# Projectile Motion man tosses object

1. Feb 26, 2014

### Acnhduy

1. The problem statement, all variables and given/known data

A man tosses object with initial velocity of 20 m/s into a room, and is 2.0 m above the ground. The room is 10.0 m above the ground.
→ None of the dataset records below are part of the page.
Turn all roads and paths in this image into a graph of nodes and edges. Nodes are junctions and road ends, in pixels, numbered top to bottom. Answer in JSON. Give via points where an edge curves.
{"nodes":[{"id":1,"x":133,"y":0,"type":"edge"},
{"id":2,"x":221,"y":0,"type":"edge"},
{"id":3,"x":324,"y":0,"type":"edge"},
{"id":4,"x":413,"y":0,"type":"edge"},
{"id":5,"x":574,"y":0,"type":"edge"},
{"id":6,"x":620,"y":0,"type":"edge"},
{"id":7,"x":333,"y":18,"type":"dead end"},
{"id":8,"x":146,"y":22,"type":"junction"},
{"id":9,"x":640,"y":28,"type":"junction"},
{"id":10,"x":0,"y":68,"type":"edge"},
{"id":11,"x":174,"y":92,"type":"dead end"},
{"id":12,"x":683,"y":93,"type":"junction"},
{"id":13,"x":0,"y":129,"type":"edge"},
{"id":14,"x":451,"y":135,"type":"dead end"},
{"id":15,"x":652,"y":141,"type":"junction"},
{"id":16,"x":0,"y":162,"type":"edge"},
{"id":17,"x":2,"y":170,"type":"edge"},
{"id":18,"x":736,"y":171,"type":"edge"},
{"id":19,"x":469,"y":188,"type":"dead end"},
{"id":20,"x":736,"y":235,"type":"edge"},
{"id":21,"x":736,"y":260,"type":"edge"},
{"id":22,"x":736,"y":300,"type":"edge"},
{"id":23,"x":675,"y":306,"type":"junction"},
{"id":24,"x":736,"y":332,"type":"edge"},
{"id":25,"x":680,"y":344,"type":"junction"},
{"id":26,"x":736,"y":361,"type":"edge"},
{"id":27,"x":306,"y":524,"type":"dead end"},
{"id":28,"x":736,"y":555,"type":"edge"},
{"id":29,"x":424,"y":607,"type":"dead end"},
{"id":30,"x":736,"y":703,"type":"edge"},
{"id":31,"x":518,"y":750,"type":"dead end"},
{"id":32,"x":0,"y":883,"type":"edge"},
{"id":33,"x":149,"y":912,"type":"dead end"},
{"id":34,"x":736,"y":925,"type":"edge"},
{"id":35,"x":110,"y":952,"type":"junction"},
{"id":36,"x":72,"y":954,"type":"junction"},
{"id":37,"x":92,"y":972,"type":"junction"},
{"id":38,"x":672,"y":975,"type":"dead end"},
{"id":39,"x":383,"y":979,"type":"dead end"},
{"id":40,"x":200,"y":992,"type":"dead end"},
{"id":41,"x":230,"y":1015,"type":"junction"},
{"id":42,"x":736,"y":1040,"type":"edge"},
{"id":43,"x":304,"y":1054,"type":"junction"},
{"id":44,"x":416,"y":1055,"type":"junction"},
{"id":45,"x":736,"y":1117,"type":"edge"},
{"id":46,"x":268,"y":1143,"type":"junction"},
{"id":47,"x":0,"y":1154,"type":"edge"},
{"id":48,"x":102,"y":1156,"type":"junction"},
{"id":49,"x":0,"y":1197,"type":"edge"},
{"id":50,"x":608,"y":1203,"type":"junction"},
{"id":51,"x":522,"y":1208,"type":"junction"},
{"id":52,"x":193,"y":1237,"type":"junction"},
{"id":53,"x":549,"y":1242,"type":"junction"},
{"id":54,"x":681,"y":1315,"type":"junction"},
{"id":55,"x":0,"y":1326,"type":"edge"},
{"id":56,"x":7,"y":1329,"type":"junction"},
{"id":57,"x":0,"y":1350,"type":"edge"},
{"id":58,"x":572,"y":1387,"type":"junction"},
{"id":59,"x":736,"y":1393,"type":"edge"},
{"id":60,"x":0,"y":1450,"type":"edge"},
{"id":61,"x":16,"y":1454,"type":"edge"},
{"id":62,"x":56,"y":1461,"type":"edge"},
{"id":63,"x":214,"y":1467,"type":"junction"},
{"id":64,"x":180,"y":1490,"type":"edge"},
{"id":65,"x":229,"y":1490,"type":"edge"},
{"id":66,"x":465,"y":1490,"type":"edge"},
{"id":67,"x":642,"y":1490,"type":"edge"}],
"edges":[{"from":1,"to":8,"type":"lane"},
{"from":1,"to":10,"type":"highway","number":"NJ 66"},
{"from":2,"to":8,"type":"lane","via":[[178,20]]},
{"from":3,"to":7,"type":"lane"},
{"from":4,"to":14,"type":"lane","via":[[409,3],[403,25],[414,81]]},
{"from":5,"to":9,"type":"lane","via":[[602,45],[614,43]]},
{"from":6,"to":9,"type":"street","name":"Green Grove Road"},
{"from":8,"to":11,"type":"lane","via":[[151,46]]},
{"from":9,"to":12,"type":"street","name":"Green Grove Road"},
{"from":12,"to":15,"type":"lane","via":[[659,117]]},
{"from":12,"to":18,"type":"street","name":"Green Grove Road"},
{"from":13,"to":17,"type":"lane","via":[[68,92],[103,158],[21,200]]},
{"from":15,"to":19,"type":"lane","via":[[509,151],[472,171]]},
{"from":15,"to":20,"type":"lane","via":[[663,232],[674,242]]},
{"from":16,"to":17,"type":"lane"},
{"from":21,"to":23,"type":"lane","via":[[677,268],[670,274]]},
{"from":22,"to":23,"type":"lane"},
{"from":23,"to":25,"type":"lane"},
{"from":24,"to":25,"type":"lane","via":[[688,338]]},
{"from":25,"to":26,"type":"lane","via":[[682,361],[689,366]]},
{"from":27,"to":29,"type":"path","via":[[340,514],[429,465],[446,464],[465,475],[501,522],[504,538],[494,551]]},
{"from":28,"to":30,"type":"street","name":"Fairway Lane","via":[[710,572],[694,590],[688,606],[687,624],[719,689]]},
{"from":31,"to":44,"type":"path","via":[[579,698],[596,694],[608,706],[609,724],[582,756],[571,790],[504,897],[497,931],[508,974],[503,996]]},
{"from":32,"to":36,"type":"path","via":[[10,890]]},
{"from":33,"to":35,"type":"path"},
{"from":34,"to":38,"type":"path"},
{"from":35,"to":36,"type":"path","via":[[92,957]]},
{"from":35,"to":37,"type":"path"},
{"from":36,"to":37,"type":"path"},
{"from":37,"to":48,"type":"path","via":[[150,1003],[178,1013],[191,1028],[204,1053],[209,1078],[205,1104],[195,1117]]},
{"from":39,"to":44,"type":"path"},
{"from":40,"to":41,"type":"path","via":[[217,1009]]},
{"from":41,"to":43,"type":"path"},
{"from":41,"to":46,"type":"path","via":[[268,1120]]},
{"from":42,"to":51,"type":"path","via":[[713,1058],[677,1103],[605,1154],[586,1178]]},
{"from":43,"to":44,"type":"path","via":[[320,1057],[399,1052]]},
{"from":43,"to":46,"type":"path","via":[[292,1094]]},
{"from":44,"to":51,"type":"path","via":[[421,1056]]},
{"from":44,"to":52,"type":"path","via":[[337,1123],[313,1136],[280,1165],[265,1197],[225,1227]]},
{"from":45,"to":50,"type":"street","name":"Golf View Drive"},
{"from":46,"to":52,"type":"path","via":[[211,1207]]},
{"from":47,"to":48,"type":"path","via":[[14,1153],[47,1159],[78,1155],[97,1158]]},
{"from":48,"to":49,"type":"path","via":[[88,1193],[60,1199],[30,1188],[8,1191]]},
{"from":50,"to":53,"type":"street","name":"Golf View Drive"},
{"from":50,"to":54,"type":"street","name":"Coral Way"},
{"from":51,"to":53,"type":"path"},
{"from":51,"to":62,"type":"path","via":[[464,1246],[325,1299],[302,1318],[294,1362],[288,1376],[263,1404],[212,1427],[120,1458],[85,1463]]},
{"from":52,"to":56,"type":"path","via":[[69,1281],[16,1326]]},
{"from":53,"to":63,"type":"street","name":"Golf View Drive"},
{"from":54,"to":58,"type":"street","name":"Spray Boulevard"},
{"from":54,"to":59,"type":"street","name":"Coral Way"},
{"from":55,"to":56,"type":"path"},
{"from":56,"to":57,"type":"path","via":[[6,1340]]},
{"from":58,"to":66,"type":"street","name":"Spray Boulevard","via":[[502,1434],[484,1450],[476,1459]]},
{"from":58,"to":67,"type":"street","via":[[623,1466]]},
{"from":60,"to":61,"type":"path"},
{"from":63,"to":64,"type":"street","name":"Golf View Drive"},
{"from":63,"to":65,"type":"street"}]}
In a provided diagram, the distance from man to room horizontally is 31.8 m.

I am required to solve for the angle of the object as it leaves the mans hand.

2. Relevant equations

Big 5

3. The attempt at a solution

vix= 20cosθ
viy= 20sinθ

To solve for θ, I must use the initial velocity given, broken up into components.

Since I am given the vertical displacement (8.0 m) and horizontal displacement (31.8 m) , I can use 2 formulas and substitute one into the other, by isolating t as it is common to both.

dx= vixt
31.8 = 20cosθt
t= 31.8 / 20cosθ

dy= viyt + 0.5ayt2
8.0 = 20sinθt - 4.9t2
8.0 = 20sinθ(31.8 / 20cosθ) - 4.9(31.8 / 20cosθ)2
8.0 = (31.8sinθ / cosθ) - 4.9(2.5281 / cos2θ)
8.0 = (31.8sinθ / cosθ) - (12.39 / cos2θ)

and now i'm stuck.... I tried moving to one side and changing to common denominator...

8.0 = (31.8sinθ / cosθ) - (12.39 / cos2θ)

0 = (31.8sinθ / cosθ) - (12.39 / cos2θ) - 8.0

0 = (31.8sinθcosθ - 12.39 - 8.0cos2θ) / cos2θ

0 = 31.8sinθcosθ - 12.39 - 8.0cos2θ

0 = 15.9sin2θ - 12.39 - 8.0(1 - sin2θ)

0 = 15.9sin2θ - 12.39 - 8.0 + 8sin2θ

0 = 8sin2θ + 15.9sin2θ - 20.39

but no luck...

i thought it looked like a quadratic at first, but I don't think it works with sin2θ

any suggestions? thank you :)

2. Feb 26, 2014

### Simon Bridge

... so you have interpreted the question as asking about the direction of the initial velocity vector, given the ball passes through points A and B (going from A to B) and you know the speed at A.

... trig identities not helping you - you may be able to do it geometrically seeing $2\sin^2\theta = 1-\cos2\theta$ ... or is there another kinematic equation you haven't considered yet - that may be called into play?
i.e. have you used all the information at your disposal yet?

Notes:
do not put the numbers in until the end or you'll get turned around.
keep track of your reasoning all the way through.

3. Feb 26, 2014

### Simon Bridge

Hmmm ... perhaps:
... go back to where it looks like you almost have a quadratic in $\cos\theta$,
... multiply through by $\sec^2\theta$ ... from there, Pythagoras should get you a quadratic in $\tan\theta$.

4. Feb 26, 2014

### Acnhduy

Mhm. Didnt even notice that it could be changed to secant. Thankyou

5. Feb 27, 2014

### Simon Bridge

No worries.
The tan vs sec identities crop up a lot - especially in exams.